Stored data entries:

----------

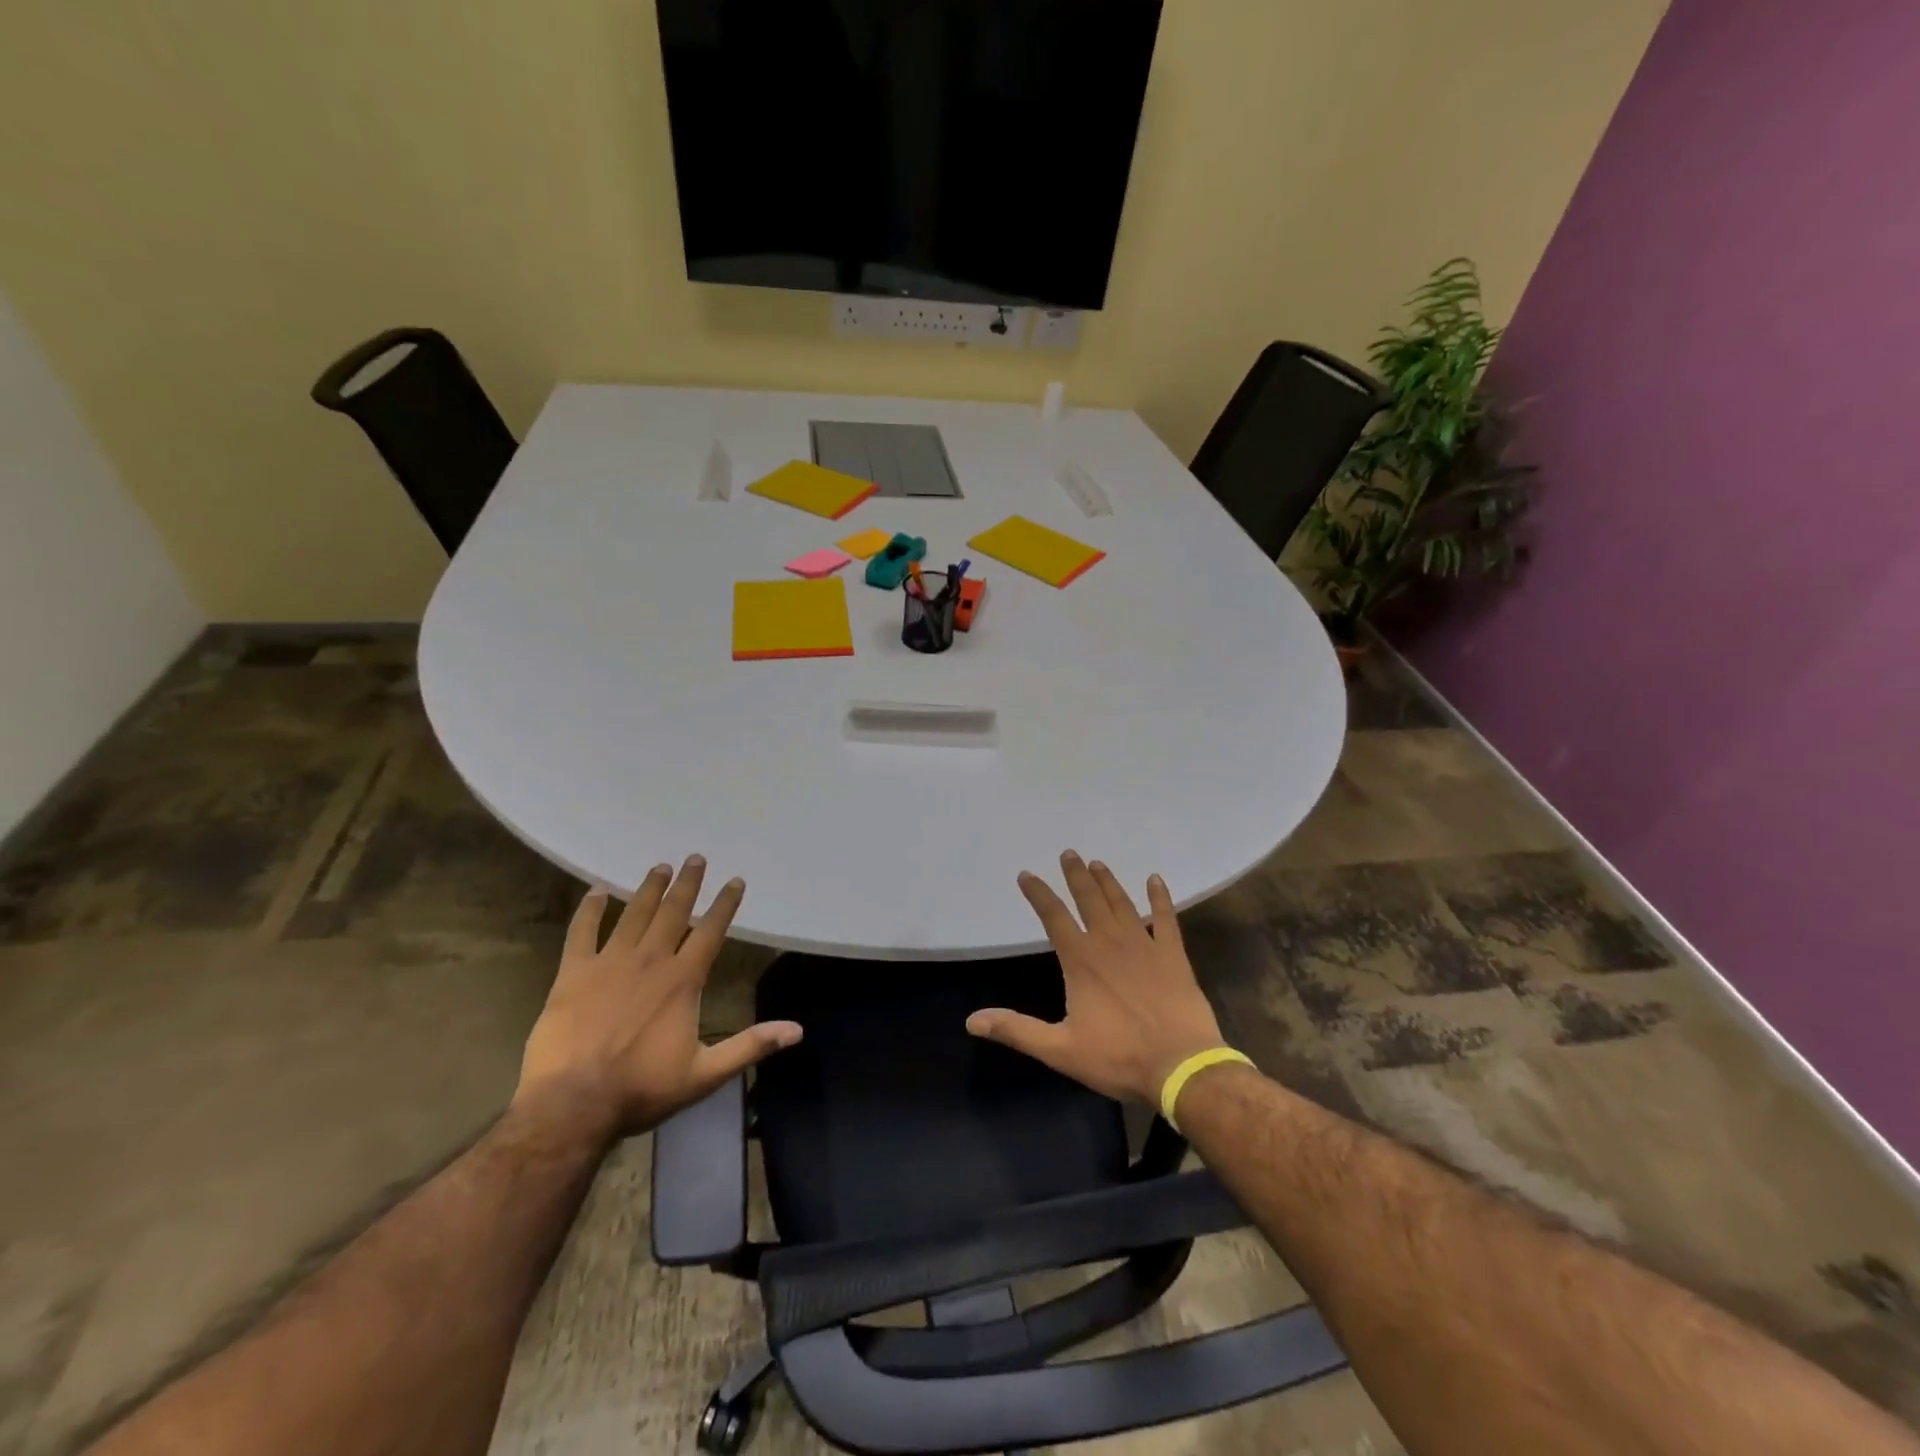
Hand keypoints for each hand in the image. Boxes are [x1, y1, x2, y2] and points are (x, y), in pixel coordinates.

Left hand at [513, 856, 801, 1139]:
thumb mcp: (705, 1074)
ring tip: (659, 867)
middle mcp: (650, 960)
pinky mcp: (573, 974)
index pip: (711, 931)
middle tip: (695, 858)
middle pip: (674, 912)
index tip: (735, 880)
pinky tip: (596, 892)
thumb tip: (797, 1031)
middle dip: (688, 884)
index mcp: (683, 980)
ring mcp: (609, 963)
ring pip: (634, 914)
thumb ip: (750, 1046)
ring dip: (648, 889)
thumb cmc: (641, 1088)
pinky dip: (590, 910)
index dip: (725, 904)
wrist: (572, 1105)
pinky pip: (581, 932)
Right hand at [966, 850, 1226, 1106]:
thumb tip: (972, 1021)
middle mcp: (1110, 942)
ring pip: (1122, 903)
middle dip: (1076, 875)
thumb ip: (1017, 1030)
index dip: (1038, 894)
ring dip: (1108, 882)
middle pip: (1089, 899)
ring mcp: (1145, 945)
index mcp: (1081, 960)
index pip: (1053, 916)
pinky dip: (1161, 898)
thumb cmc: (1119, 1057)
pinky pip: (1166, 918)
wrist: (1181, 1066)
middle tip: (1069, 853)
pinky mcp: (1173, 955)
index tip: (1026, 875)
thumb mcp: (1060, 1049)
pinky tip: (1156, 880)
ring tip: (1098, 863)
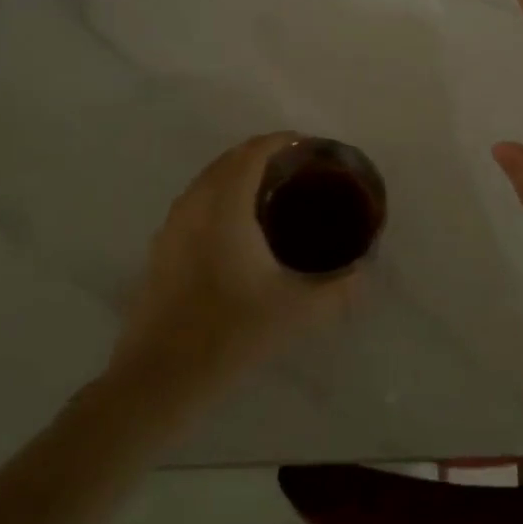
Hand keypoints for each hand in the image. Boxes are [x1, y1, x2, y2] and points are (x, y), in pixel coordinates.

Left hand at [112, 132, 356, 396]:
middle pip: (229, 160)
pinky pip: (194, 205)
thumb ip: (339, 289)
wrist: (157, 381)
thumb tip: (365, 273)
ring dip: (237, 176)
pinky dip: (218, 199)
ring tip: (272, 195)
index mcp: (225, 206)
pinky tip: (238, 231)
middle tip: (299, 171)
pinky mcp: (159, 251)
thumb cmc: (230, 334)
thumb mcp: (298, 312)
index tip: (310, 148)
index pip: (253, 152)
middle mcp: (194, 205)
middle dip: (263, 156)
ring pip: (207, 182)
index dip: (282, 141)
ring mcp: (171, 228)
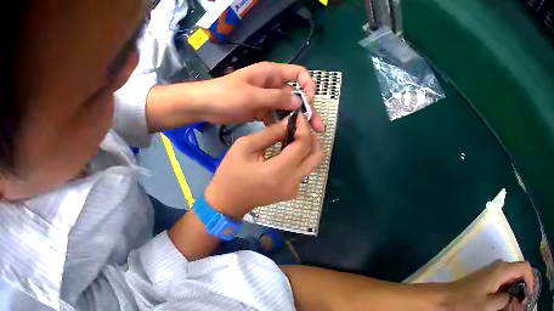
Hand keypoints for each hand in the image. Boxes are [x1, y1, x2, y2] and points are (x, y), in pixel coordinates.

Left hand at [198, 62, 324, 131]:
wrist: (204, 105)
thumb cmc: (225, 95)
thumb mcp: (251, 96)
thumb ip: (276, 98)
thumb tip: (299, 102)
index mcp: (271, 73)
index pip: (299, 73)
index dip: (308, 86)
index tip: (309, 103)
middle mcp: (272, 84)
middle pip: (296, 94)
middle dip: (307, 109)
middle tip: (318, 127)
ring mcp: (266, 97)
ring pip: (287, 107)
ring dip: (296, 119)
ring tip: (306, 135)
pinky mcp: (259, 109)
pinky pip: (275, 116)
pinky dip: (280, 124)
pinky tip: (286, 136)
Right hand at [204, 113, 321, 218]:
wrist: (227, 201)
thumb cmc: (230, 173)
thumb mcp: (245, 146)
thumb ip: (270, 134)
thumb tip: (288, 123)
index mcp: (279, 171)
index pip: (303, 144)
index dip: (304, 127)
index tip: (298, 116)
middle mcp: (292, 182)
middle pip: (316, 155)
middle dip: (312, 137)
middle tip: (300, 125)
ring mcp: (294, 189)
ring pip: (313, 164)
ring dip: (308, 147)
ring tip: (295, 134)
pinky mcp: (292, 192)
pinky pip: (304, 171)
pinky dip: (302, 158)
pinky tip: (289, 149)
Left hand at [443, 261, 533, 310]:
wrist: (441, 299)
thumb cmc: (462, 304)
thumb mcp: (485, 307)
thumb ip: (501, 301)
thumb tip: (509, 298)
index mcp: (503, 270)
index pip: (524, 268)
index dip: (530, 276)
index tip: (530, 285)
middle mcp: (501, 267)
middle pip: (520, 272)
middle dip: (525, 282)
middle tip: (526, 291)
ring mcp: (494, 272)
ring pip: (512, 278)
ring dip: (517, 287)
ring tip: (520, 296)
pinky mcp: (488, 279)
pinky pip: (504, 283)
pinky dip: (509, 290)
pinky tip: (509, 299)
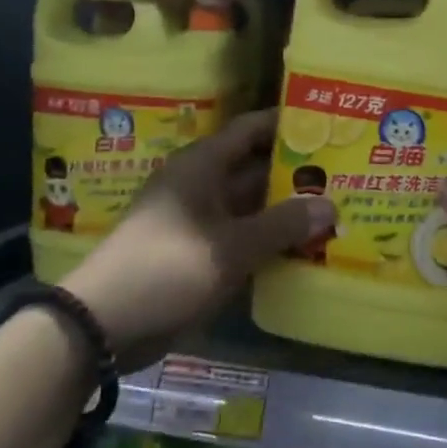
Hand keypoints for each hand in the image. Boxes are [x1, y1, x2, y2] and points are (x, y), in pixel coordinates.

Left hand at [61, 108, 332, 366]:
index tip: (326, 124)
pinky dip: (267, 238)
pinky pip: (240, 235)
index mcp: (202, 166)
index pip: (250, 129)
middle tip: (343, 172)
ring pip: (250, 205)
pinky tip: (302, 246)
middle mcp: (200, 185)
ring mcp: (197, 220)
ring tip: (334, 207)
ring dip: (284, 209)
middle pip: (254, 168)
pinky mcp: (196, 252)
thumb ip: (283, 224)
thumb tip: (331, 204)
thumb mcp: (232, 246)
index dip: (286, 124)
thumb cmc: (168, 268)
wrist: (103, 323)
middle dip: (295, 171)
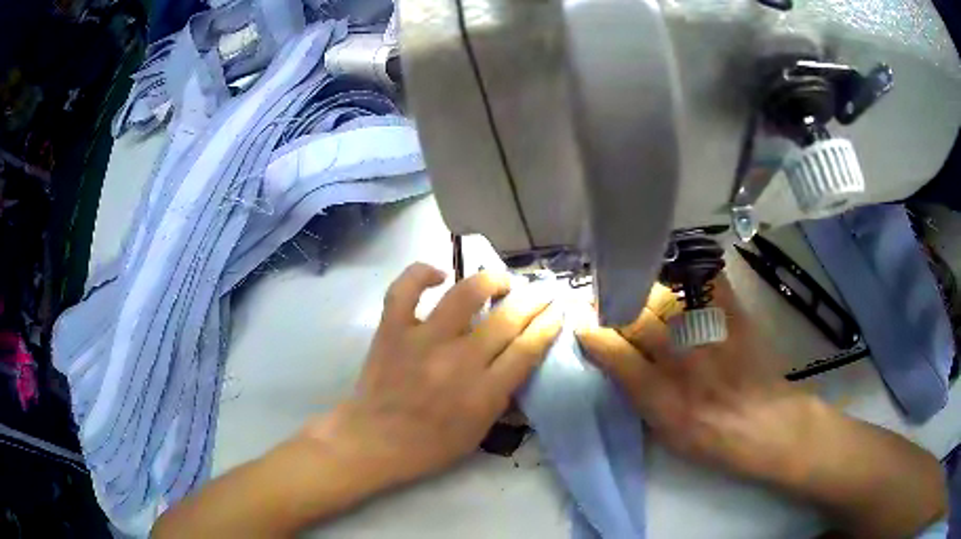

----------

## Exercise details
With pictures omitted, restate word for word every line above from the one containing "ring mcp: (266, 97)" to the end of the entries.

## Response to the exercise
ring mcp: (266, 97)
ring pip: (287, 107)
ring dip: (296, 119)
ring tip: (306, 135)
pinky mcp: (259, 109)
pinky pip: (275, 116)
pinky dip: (280, 124)
pinky tip: (286, 136)
Right hand at [204, 113, 321, 218]:
wrist: (227, 201)
thumb cmc: (230, 173)
thumb mcp: (245, 146)
thumb ip: (270, 134)
thumb tip: (288, 123)
index mcp: (279, 171)
index pip: (303, 144)
index dip: (304, 127)
index tip: (298, 116)
middle mcp: (292, 182)
middle pip: (316, 155)
middle dip: (312, 137)
middle tip: (300, 125)
ring mcp: (294, 189)
ring pip: (313, 164)
ring dip: (308, 147)
ring tip: (295, 134)
pinky mcp: (292, 192)
pinky pip: (304, 171)
pinky dip: (302, 158)
pinky tip: (289, 149)
Left hand at [443, 261, 533, 310]:
wrist: (441, 299)
thumb cmc: (462, 304)
thumb mcp: (485, 307)
thumb ip: (501, 301)
thumb tip: (509, 298)
index mcp: (503, 270)
index pip: (524, 268)
index dip: (530, 276)
index tip: (530, 285)
middle mcp: (501, 267)
middle pip: (520, 272)
middle dip: (525, 282)
middle tip: (526, 291)
ring mcp: (494, 272)
ring pip: (512, 278)
ring dip: (517, 287)
ring tip: (520, 296)
pinky mcp: (488, 279)
pinky pip: (504, 283)
pinky dip: (509, 290)
pinky tip: (509, 299)
Hand keypoints for each hand in the image. Boxes are [x1, y1, x2, y2] and points are (x, y), in pixel coordinates.

Left hand at [61, 108, 332, 366]:
index tip: (326, 124)
pinky dip: (267, 238)
pinky pip: (240, 235)
index mcp: (202, 166)
index pip: (250, 129)
middle tip: (343, 172)
ring pip: (250, 205)
pinky tip: (302, 246)
middle mcp: (200, 185)
ring mcp: (197, 220)
ring tip: (334, 207)
ring dip: (284, 209)
middle pip: (254, 168)
pinky mcp: (196, 252)
thumb ip: (283, 224)
thumb tip: (331, 204)
thumb mcp: (232, 246)
index dip: (286, 124)
thumb cmc: (168, 268)
wrist: (103, 323)
middle dip: (295, 171)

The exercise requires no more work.